Exercise »
Please return every line of the records below that contains the word "Cecílio".

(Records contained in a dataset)

* * * * * * *

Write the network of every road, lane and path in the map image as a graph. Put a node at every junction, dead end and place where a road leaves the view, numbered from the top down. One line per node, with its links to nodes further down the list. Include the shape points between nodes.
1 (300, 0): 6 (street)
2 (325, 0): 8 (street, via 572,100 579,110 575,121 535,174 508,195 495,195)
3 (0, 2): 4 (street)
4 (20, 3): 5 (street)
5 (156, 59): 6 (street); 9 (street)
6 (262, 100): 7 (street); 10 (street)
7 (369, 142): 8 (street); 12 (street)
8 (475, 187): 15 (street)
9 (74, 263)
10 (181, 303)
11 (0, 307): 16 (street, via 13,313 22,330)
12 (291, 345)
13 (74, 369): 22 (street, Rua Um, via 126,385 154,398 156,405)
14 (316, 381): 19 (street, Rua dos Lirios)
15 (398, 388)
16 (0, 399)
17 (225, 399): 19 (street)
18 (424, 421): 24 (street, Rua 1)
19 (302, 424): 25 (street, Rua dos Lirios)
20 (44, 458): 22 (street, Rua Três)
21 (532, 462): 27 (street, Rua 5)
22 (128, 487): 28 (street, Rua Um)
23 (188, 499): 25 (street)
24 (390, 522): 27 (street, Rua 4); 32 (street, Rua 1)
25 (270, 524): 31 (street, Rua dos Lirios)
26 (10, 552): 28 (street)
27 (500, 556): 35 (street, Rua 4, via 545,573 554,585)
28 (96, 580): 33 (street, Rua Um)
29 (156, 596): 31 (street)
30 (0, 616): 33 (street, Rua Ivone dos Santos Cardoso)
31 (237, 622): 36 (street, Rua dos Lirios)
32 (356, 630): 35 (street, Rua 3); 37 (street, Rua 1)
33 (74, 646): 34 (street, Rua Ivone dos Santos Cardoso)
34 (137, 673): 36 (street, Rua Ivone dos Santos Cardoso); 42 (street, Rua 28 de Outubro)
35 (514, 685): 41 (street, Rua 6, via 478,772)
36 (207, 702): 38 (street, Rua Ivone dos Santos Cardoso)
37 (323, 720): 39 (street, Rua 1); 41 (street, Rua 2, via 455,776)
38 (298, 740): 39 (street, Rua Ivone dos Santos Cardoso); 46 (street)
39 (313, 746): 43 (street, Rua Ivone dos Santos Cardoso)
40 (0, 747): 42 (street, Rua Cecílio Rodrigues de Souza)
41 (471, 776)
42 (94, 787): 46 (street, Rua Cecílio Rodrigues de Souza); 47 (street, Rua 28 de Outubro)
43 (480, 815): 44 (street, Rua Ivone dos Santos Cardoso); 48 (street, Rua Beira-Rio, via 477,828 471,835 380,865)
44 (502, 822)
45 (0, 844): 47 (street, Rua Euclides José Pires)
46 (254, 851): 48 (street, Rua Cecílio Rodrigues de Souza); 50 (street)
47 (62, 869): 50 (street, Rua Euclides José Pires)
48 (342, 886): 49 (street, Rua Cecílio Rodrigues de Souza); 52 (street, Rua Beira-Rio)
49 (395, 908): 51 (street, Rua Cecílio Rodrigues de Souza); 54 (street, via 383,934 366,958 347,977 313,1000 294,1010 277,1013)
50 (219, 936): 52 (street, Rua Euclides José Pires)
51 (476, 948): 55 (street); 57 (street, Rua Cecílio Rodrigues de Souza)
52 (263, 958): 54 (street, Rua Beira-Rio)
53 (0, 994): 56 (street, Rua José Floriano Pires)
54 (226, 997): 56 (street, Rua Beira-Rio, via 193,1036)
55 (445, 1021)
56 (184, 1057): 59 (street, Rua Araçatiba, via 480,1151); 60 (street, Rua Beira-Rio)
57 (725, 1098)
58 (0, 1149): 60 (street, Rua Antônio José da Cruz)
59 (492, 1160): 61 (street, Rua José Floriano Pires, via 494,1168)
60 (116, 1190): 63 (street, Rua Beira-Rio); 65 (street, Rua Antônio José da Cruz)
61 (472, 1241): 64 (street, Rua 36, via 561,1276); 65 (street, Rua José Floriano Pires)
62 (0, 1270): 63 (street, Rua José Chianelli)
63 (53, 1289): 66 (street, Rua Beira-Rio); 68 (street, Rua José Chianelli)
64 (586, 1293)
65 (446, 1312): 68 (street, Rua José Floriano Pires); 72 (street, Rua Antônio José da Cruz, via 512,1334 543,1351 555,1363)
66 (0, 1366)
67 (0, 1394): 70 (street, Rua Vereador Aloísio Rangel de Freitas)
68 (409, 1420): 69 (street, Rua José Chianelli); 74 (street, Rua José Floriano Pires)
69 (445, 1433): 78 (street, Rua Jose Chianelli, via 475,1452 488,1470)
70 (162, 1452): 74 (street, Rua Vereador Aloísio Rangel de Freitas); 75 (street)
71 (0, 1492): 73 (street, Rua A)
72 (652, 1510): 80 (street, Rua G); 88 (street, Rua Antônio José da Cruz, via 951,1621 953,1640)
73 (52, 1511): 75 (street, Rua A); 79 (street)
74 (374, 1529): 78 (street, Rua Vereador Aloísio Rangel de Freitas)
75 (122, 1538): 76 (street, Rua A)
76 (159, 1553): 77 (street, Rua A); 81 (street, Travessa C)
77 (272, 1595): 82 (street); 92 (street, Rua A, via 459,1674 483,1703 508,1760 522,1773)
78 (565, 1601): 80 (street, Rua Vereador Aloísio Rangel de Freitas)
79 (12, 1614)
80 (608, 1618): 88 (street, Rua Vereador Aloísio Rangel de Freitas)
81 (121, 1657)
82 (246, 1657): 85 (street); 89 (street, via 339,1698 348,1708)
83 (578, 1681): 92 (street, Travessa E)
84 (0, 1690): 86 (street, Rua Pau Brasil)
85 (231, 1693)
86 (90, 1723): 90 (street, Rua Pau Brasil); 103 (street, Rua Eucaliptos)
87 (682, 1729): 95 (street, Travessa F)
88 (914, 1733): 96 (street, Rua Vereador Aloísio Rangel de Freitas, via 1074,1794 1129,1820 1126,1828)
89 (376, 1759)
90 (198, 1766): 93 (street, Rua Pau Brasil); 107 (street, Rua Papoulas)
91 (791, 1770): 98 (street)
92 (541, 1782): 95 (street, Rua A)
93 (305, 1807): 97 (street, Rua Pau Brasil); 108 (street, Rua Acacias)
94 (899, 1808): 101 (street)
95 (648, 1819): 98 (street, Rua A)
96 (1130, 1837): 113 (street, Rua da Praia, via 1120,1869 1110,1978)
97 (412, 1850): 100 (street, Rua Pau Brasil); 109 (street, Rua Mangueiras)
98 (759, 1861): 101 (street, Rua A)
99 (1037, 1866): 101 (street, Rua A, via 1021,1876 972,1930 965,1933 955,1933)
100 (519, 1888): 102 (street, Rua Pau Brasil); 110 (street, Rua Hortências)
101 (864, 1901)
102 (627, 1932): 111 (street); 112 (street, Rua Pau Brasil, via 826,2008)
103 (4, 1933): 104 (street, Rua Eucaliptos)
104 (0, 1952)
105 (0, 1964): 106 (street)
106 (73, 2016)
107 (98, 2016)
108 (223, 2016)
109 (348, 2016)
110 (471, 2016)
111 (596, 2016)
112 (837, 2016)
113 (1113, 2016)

* * * * * * *

Reply »
40 (0, 747): 42 (street, Rua Cecílio Rodrigues de Souza)
42 (94, 787): 46 (street, Rua Cecílio Rodrigues de Souza); 47 (street, Rua 28 de Outubro)
46 (254, 851): 48 (street, Rua Cecílio Rodrigues de Souza); 50 (street)
48 (342, 886): 49 (street, Rua Cecílio Rodrigues de Souza); 52 (street, Rua Beira-Rio)
49 (395, 908): 51 (street, Rua Cecílio Rodrigues de Souza); 54 (street, via 383,934 366,958 347,977 313,1000 294,1010 277,1013)
51 (476, 948): 55 (street); 57 (street, Rua Cecílio Rodrigues de Souza)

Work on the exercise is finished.